* **INPUT DATA**:
* * * * * * *
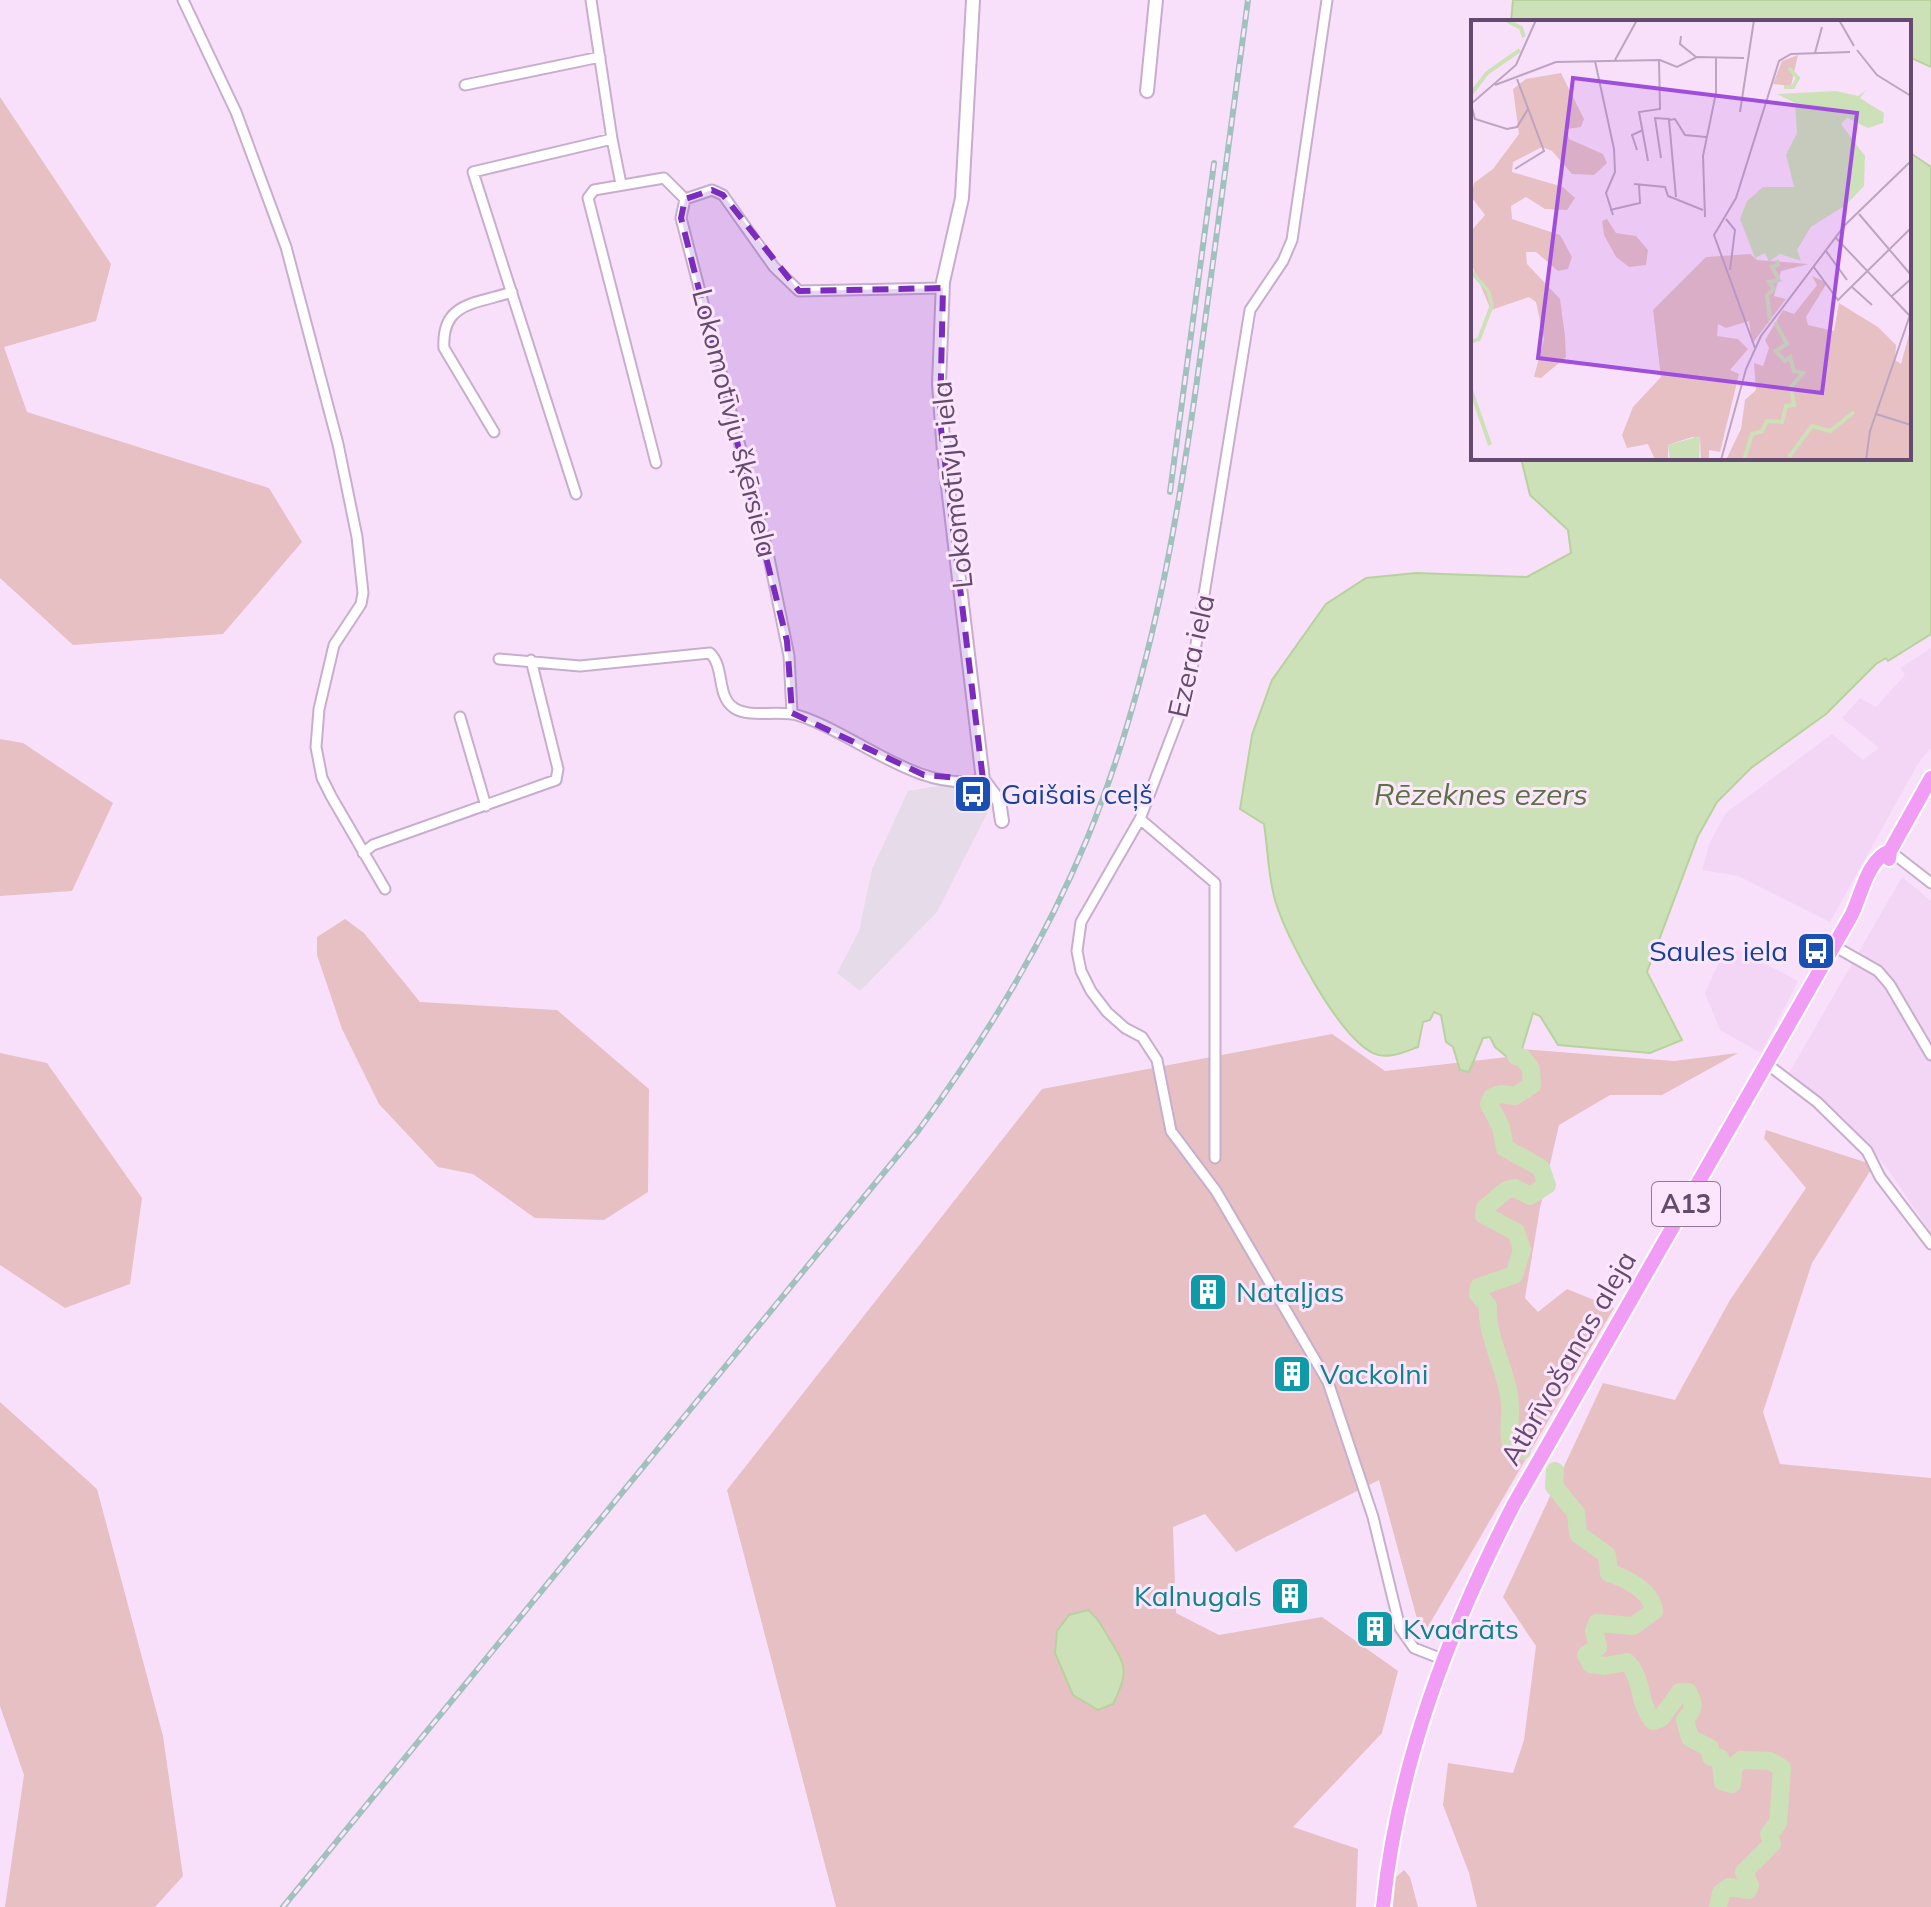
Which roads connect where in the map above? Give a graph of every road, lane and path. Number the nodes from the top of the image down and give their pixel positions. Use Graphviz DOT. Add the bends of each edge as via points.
graph roads {
  1 [pos="183,0"];
  2 [pos="591,0"];
  3 [pos="973,0"];
  4 [pos="1156,0"];
  5 [pos="1327,0"];
  6 [pos="600,57"];
  7 [pos="465,85"];
  8 [pos="1147,91"];
  9 [pos="612,139"];
  10 [pos="621,184"];
  11 [pos="685,199"];
  12 [pos="943,288"];
  13 [pos="512,292"];
  14 [pos="494,432"];
  15 [pos="656,463"];
  16 [pos="576,494"];
  17 [pos="499,659"];
  18 [pos="531,660"];
  19 [pos="792,713"];
  20 [pos="460,717"];
  21 [pos="1931,778"];
  22 [pos="983,780"];
  23 [pos="486,806"];
  24 [pos="1140,819"];
  25 [pos="1002,821"];
  26 [pos="1890,851"];
  27 [pos="363,853"];
  28 [pos="1931,883"];
  29 [pos="385,889"];
  30 [pos="1834,946"];
  31 [pos="1931,1055"];
  32 [pos="1767,1064"];
  33 [pos="1215,1158"];
  34 [pos="1931,1244"];
  35 [pos="1442,1659"];
  36 [pos="1383,1907"];
  1 -- 27 [label="street" via="236,112 286,247 357,537 361,604 334,645 316,747 322,778"];
  2 -- 6 [label="street"];
  3 -- 12 [label="street, Lokomotīvju iela" via="962,198"];
  4 -- 8 [label="street"];
  5 -- 24 [label="street, Ezera iela" via="1292,240 1250,310 1192,669"];
  6 -- 7 [label="street"];
  6 -- 9 [label="street"];
  9 -- 10 [label="street"];
  9 -- 13 [label="street" via="473,172"];
  10 -- 11 [label="street" via="664,178"];
  10 -- 15 [label="street" via="594,190 588,201"];
  11 -- 12 [label="street" via="712,190 723,195 780,275 799,291"];
  11 -- 19 [label="street, Lokomotīvju šķērsiela" via="681,218 728,387 788,649"];
  12 -- 22 [label="street, Lokomotīvju iela" via="940,420"];
  13 -- 14 [label="street" via="456,310 445,321 443,333 444,348"];
  13 -- 16 [label="street"];
  17 -- 18 [label="street"];
  18 -- 19 [label="street" via="580,666 705,652 716,659 731,706"];
  18 -- 23 [label="street" via="558,778"];
  19 -- 22 [label="street" via="924,775"];
  20 -- 23 [label="street"];
  21 -- 26 [label="main road, Atbrīvošanas aleja / A13"];
  22 -- 25 [label="street, Lokomotīvju iela" via="999,801"];
  23 -- 27 [label="street"];
  24 -- 33 [label="street" via="1215,883"];
  24 -- 35 [label="street, Ezera iela" via="1081,922 1081,971 1107,1012 1142,1037 1157,1060 1171,1131 1216,1191 1328,1382 1373,1517 1400,1628 1414,1648"];
  26 -- 28 [label="street"];
  26 -- 30 [label="main road, Atbrīvošanas aleja / A13"];
  27 -- 29 [label="street"];
  30 -- 31 [label="street" via="1884,978"];
  30 -- 32 [label="main road, Atbrīvošanas aleja / A13"];
  32 -- 34 [label="street" via="1817,1102 1867,1151 1880,1177"];
  32 -- 35 [label="main road, Atbrīvošanas aleja / A13" via="1514,1504"];
  35 -- 36 [label="main road, A13" via="1398,1808"];
}
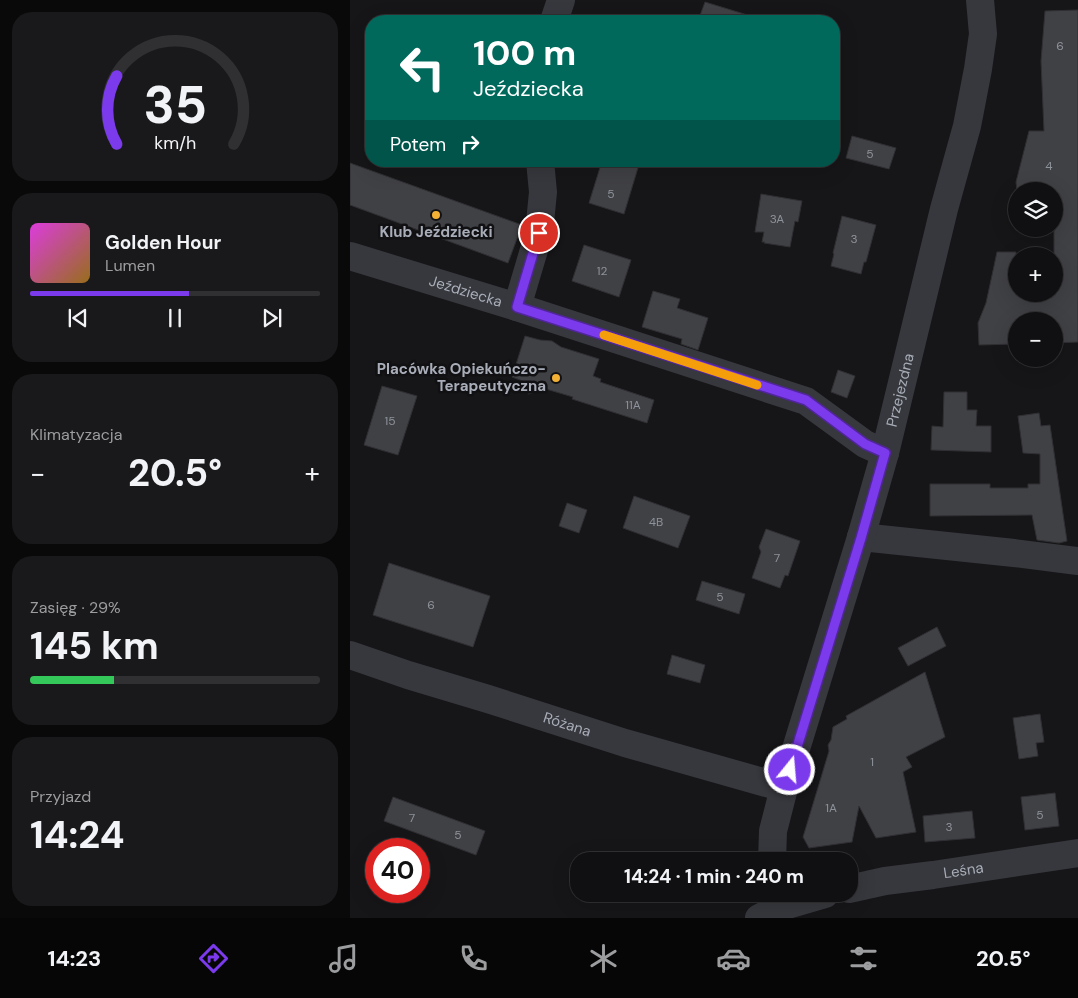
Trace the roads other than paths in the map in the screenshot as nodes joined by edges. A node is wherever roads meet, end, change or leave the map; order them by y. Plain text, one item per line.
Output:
1 (561, 0) edge
2 (980, 0) edge
3 (556, 15) edge
4 (540, 167) edge
5 (350, 256) edge
6 (517, 307) junction
7 (885, 453) junction
8 (861, 538) junction
9 (1078, 561) edge
10 (350, 656) edge
11 (784, 788) junction
12 (772, 852) edge
13 (1078, 853) edge
14 (858, 887) edge
15 (779, 902) edge
16 (759, 918) edge

1 - 3 street
2 - 7 street, Przejezdna
4 - 6 street
5 - 6 street, Jeździecka
6 - 7 street, Jeździecka
7 - 8 street, Przejezdna
8 - 9 street
8 - 11 street, Przejezdna
10 - 11 street, Różana
11 - 12 street, Przejezdna
13 - 14 street, Leśna
15 - 16 street

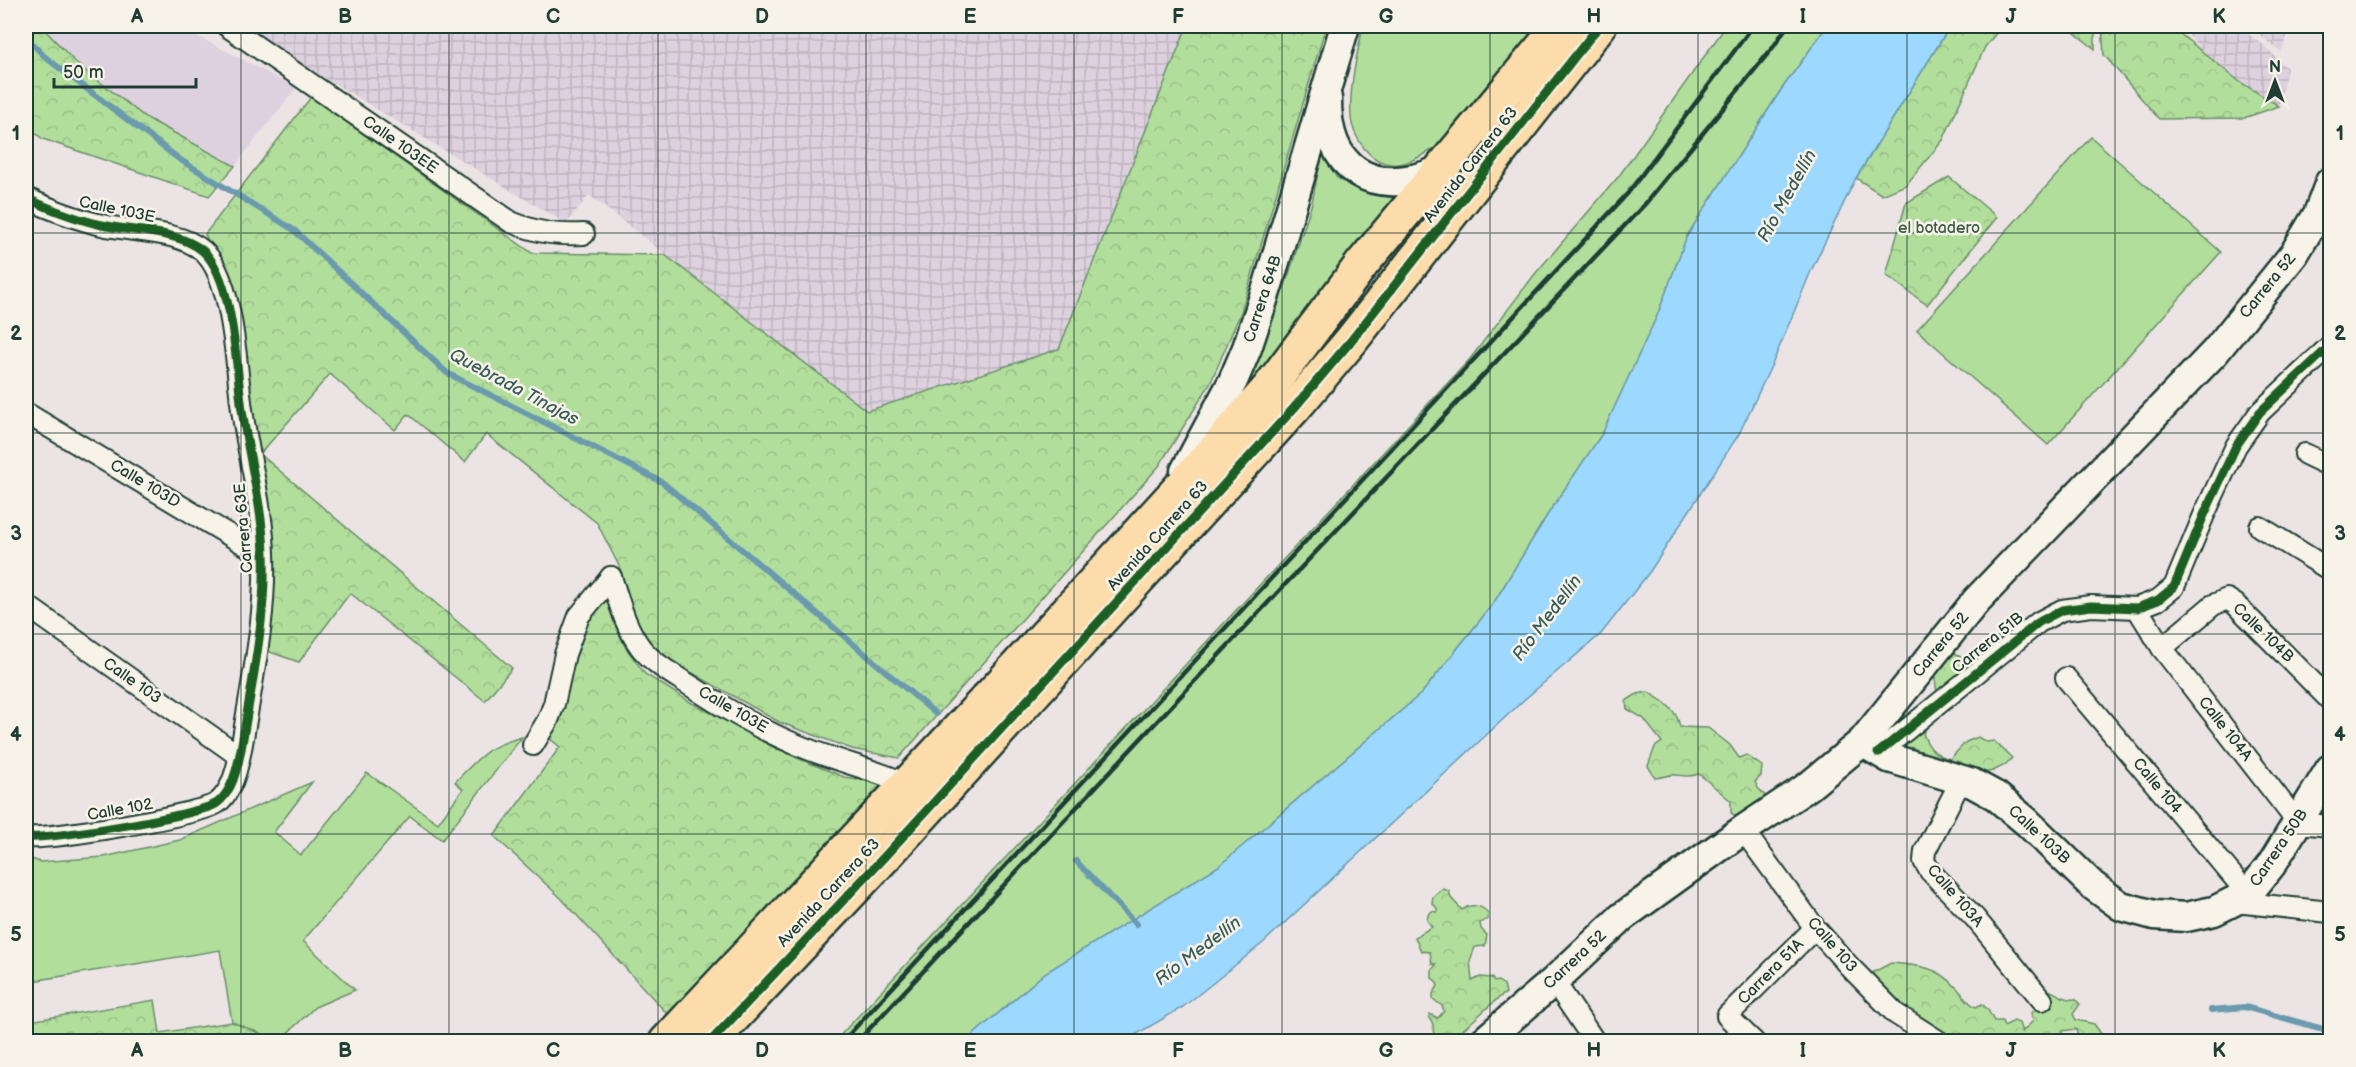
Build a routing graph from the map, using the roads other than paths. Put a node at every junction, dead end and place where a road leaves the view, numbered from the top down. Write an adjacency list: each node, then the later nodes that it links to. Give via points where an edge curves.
1 (227, 26): 9 (street, Calle 103EE, via 511,222 535,232)
2 (1346, 26): 5 (main road, Carrera 64B)
3 (1560, 26): 6 (highway, Avenida Carrera 63)
4 (1599, 26): 41 (highway, Avenida Carrera 63, via 1294,408 885,856)
5 (1329, 81): 6 (main road, Carrera 64B, via 1329,121 1340,157 1350,167 1377,181 1394,183); 15 (main road, Carrera 64B, via 1247,348 1219,409)
6 (1438, 171): 15 (highway, Avenida Carrera 63, via 1269,388)
7 (2331, 182): 25 (main road, Carrera 52, via 2295,254 2215,352 1976,601)
8 (26, 198): 10 (street, Calle 103E, via 101,225 166,235)
9 (584, 234)
10 (202, 251): 17 (street, Carrera 63E, via 212,263 230,315)
11 (2331, 346): 20 (street, via 2260,412 2236,446 2174,587 2158,600)
12 (26, 412): 17 (street, Calle 103D)
13 (2305, 454): 14 (street)
14 (2331, 466)
15 (1167, 503): 29 (highway, Avenida Carrera 63)
16 (2260, 526): 18 (street)
17 (264, 556): 26 (street, Carrera 63E, via 258,648)
18 (2331, 570)
19 (26, 605): 26 (street, Calle 103)
20 (2137, 608): 21 (street, Calle 104A); 25 (street, Carrera 51B, via 2091,606 2062,610 2038,622)
21 (2162, 648): 23 (street, Calle 104B, via 2213,605 2227,599); 31 (street, Calle 104A)
22 (2066, 678): 35 (street, Calle 104)
23 (2331, 700)
24 (533, 745): 29 (street, Calle 103E, via 554,704 565,654 579,616 611,577 628,629 642,649 668,671 712,700 793,743)
25 (1870, 747): 28 (main road, Calle 103B, via 1889,759); 33 (main road, Carrera 52)
26 (238, 756): 30 (street, Carrera 63E, via 230,786)
27 (2331, 769): 31 (main road, Carrera 50B)
28 (1961, 780): 35 (main road, Calle 103B, via 1996,796 2092,885 2121,906 2154,915 2186,917); 39 (street, Calle 103A, via 1925,850 1924,861)
29 (907, 784): 40 (highway, Avenida Carrera 63)
30 (218, 803): 34 (street, Calle 102, via 192,812 56,837)
31 (2298, 823): 32 (street); 35 (main road, Carrera 50B, via 2272,864)
32 (2331, 826)
33 (1743, 830): 37 (street, Calle 103); 38 (main road, Carrera 52, via 1622,917)
34 (26, 837)
35 (2232, 902): 36 (street)
36 (2331, 912)
37 (1815, 928): 44 (street, Carrera 51A, via 1727,1016); 45 (street, Calle 103, via 1896,1014)
38 (1554, 981): 42 (main road, Carrera 52); 43 (street)
39 (2042, 1000)
40 (666, 1041)
41 (710, 1041)
42 (1483, 1041)
43 (1595, 1041)
44 (1754, 1041)
45 (1940, 1041)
* * * * * * *
Go through the listing above. Show each line where the word "Avenida" is found.

* **YOUR SOLUTION**:
3 (1560, 26): 6 (highway, Avenida Carrera 63)
4 (1599, 26): 41 (highway, Avenida Carrera 63, via 1294,408 885,856)
6 (1438, 171): 15 (highway, Avenida Carrera 63, via 1269,388)
15 (1167, 503): 29 (highway, Avenida Carrera 63)
29 (907, 784): 40 (highway, Avenida Carrera 63)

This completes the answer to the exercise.